Случайные люди (СИ) - Кузнецова (Маркова) Агния Александровна. Страница 33

Мастер криво усмехнулся, но послушался меня, коснулся бокалом бокала.

— Да не угаснет эта дружба вовек! — провозгласила я. Опрокинула бокал, но оказалось, что крепилась я зря, настойка была слабая, хотя и достаточно вкусная.

— Да дадут оба народа друг другу покою, — сказал Мастер и пригубил тоже. Облизнулся, с удивлением уставился в бокал. — Недурно.

— Давайте еще, — я кивнула на бутылку.

Второй тост пошел за здравие королевы и ее уважаемой родни.

— А много ли родни? — спросила я. Начинать лучше с нейтральных вопросов. О погоде там, о знаменитостях… за отсутствием телевидения знаменитости тут — это власти предержащие.

— Если брать широко, то все правящие роды между собою не чужие, — сказал Мастер. Огонек он повесил над столом между нами, и в его свете казался моложе, чем на улице, на честном солнышке. Он ничего, подумала я, потягивая питье. Не красивый, но приятный.

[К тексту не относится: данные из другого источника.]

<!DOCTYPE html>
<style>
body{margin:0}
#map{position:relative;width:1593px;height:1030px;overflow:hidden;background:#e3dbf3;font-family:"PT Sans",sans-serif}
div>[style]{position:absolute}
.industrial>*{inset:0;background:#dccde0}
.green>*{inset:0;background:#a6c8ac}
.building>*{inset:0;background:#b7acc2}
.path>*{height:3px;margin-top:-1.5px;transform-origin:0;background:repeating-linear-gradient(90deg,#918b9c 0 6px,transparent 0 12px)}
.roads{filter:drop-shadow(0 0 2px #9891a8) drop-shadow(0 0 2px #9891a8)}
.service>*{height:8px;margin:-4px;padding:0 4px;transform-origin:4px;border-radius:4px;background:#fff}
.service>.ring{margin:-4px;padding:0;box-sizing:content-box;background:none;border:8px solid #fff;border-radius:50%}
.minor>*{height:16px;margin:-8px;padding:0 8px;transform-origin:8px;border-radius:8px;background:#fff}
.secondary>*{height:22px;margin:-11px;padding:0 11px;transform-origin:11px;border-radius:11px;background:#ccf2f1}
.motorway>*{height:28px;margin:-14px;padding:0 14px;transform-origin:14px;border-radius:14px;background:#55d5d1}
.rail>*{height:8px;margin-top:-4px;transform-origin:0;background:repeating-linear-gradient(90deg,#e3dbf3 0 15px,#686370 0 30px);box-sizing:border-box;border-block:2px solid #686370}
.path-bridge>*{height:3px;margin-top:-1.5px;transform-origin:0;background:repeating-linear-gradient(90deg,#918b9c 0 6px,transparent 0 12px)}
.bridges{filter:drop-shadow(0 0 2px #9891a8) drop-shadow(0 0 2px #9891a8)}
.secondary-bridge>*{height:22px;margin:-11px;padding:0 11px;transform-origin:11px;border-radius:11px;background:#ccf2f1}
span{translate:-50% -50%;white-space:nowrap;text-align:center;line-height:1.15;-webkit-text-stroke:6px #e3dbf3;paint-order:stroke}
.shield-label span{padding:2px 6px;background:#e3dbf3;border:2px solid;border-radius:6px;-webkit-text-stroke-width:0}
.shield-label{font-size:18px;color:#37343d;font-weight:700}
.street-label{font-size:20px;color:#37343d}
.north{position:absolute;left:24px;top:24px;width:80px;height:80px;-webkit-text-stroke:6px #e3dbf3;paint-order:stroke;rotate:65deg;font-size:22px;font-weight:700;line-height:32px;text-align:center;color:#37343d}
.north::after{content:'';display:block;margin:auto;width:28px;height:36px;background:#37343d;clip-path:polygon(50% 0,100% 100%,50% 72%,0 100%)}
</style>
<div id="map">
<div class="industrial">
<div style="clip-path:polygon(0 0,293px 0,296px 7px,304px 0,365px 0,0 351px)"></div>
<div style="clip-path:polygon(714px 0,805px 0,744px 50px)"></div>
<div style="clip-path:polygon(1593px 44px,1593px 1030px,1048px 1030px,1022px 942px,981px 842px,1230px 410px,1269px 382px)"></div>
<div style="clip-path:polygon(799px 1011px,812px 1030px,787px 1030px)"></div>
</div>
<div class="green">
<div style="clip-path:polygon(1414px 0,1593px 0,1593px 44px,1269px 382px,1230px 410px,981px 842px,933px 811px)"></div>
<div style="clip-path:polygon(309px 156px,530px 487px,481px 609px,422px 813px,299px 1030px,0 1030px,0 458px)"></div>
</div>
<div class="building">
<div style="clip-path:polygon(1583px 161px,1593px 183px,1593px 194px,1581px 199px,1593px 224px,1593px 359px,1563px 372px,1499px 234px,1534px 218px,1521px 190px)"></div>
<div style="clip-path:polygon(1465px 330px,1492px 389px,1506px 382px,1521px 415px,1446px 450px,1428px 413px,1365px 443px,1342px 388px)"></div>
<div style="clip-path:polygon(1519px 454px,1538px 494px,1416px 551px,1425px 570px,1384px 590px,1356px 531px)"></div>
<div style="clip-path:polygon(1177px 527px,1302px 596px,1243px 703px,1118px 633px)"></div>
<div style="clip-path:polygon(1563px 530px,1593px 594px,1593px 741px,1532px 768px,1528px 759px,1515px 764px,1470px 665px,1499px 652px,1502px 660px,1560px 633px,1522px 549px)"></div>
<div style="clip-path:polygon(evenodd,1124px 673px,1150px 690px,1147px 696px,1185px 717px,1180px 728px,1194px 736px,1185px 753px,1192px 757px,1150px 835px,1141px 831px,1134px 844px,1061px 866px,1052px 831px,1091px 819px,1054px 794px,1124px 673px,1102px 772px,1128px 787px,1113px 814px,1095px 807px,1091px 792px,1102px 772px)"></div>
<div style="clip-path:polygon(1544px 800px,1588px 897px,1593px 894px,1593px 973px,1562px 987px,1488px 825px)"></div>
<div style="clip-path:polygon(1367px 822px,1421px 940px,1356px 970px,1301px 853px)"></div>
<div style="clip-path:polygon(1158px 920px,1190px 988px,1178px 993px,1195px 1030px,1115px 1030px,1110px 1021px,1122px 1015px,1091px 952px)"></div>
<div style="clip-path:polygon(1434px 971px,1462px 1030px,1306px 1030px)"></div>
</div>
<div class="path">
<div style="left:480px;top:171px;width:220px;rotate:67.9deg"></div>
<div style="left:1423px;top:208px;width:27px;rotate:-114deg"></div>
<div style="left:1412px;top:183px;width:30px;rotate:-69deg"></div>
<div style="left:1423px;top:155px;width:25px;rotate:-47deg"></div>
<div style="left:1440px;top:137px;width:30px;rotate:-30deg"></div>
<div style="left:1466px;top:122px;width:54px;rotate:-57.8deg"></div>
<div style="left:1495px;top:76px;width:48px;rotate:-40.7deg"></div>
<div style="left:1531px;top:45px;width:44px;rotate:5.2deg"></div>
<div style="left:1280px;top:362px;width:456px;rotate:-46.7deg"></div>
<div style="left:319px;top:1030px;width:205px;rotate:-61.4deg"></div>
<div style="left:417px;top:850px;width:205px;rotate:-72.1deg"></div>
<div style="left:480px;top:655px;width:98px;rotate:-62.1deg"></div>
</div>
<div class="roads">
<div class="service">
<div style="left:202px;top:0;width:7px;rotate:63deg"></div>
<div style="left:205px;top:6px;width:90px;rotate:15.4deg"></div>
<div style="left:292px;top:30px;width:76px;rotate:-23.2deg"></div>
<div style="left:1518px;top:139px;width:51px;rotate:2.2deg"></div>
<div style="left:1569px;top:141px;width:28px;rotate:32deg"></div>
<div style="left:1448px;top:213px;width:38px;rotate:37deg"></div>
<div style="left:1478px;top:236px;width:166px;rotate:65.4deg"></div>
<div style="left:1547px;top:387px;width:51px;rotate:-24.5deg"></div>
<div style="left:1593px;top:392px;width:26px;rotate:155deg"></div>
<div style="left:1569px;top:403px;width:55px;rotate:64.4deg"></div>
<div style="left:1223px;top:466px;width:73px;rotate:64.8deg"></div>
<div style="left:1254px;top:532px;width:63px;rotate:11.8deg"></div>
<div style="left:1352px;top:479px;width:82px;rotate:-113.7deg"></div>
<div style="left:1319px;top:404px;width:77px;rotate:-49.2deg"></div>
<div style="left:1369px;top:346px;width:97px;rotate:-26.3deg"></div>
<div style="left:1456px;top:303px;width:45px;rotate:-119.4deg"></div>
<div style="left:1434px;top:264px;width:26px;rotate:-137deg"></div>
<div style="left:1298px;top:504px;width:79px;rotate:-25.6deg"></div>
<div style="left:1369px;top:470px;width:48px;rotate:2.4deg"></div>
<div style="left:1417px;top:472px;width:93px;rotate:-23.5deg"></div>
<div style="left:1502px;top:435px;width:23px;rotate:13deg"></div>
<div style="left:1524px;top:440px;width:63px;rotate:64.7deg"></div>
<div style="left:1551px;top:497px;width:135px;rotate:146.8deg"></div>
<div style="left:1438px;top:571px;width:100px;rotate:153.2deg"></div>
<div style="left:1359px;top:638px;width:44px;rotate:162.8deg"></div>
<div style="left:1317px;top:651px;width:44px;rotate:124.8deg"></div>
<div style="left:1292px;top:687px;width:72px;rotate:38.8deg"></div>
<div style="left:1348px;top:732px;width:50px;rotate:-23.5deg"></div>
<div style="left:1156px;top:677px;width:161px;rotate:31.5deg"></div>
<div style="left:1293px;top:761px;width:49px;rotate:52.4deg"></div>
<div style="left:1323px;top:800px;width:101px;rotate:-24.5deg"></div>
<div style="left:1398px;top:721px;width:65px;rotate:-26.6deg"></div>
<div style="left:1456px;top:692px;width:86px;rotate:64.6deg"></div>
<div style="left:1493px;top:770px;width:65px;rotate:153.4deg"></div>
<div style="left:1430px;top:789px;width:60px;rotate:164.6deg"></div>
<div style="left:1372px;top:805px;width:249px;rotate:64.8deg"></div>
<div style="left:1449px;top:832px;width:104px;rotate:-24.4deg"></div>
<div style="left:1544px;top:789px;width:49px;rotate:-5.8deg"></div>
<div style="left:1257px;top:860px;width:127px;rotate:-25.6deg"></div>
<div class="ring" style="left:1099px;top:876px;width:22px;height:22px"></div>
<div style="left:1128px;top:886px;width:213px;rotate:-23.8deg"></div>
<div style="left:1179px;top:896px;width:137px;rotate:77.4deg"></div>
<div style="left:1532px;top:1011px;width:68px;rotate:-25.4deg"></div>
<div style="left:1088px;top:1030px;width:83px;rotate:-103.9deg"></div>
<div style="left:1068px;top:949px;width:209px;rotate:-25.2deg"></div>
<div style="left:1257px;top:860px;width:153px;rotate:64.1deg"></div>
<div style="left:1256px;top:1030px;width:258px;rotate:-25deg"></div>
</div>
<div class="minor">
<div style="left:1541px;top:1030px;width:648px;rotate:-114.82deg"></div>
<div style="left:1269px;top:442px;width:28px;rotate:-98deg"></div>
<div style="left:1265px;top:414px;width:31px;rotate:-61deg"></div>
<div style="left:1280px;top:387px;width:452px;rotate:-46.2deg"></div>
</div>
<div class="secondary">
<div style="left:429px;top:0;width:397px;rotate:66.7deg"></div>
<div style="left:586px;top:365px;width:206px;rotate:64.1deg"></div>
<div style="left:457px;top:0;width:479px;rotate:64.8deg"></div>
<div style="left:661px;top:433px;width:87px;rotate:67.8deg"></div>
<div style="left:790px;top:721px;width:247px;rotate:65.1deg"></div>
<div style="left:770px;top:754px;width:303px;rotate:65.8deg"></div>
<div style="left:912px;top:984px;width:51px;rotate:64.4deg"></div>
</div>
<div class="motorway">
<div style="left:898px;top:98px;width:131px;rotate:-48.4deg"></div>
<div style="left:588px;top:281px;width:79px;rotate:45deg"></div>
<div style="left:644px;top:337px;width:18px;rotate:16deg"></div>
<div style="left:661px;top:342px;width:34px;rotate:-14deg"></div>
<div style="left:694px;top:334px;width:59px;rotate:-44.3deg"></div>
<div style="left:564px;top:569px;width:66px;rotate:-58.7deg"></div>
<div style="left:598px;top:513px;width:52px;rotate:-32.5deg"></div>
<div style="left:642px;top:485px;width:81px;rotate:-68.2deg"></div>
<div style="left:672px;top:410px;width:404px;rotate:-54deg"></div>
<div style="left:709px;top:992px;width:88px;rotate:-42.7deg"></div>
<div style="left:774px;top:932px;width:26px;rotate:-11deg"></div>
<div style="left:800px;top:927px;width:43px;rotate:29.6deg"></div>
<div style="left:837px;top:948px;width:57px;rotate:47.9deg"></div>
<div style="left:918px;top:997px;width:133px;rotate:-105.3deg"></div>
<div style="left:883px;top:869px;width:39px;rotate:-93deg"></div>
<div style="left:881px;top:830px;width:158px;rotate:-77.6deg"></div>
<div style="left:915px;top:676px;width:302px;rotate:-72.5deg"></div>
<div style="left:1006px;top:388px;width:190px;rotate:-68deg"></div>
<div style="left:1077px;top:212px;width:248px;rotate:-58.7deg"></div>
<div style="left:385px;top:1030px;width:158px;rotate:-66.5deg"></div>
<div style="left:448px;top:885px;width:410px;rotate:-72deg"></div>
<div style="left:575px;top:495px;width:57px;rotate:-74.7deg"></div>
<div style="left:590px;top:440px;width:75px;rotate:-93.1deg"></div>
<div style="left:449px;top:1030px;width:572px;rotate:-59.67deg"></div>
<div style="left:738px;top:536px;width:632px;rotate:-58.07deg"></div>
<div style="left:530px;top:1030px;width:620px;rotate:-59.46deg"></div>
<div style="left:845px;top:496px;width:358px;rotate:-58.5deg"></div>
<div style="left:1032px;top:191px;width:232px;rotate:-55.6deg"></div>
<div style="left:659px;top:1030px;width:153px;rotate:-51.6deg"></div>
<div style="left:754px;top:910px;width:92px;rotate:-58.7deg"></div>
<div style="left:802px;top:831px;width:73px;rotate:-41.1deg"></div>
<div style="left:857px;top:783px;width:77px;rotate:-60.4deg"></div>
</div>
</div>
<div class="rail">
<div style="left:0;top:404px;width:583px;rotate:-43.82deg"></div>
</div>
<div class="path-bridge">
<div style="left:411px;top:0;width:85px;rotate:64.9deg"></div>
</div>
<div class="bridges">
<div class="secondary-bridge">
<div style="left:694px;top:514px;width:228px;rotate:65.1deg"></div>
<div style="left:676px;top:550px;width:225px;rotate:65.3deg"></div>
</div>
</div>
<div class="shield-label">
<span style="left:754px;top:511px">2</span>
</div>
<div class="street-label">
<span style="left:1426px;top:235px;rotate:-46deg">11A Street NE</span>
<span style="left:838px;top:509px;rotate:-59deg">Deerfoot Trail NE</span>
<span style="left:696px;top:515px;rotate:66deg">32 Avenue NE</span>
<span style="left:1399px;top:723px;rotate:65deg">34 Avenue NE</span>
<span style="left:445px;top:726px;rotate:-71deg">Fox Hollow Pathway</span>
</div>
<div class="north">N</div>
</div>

— Я слышала, у королевы много детей. Принцы и принцесса.

— Ее Величество принесла супругу троих сыновей и дочь, — кивнул Мастер.

— Про принцессу я слышала, а где сыновья?

— Младший погиб во время иностранной кампании, — сказал Мастер. — Два года назад, в походе на орков. Старшие — во время их похода на нас. На подступах к столице. Известие пришло за день до того, как столица пала.

— Скормить войне троих детей, — выговорила я, помолчав. Покачала головой. — Кто угодно помешается.

Мастер поднял бровь. Я спохватилась: поймет еще, что я подслушивала.

Я предложила выпить за упокой принцев. Мастер поддержал. Налил из бутылки еще. Да-а, похоронить детей, а потом мужа… даже не похоронить, а бежать и только знать, что уже не встретитесь, не смочь даже проститься. Вот уж врагу бы не пожелала.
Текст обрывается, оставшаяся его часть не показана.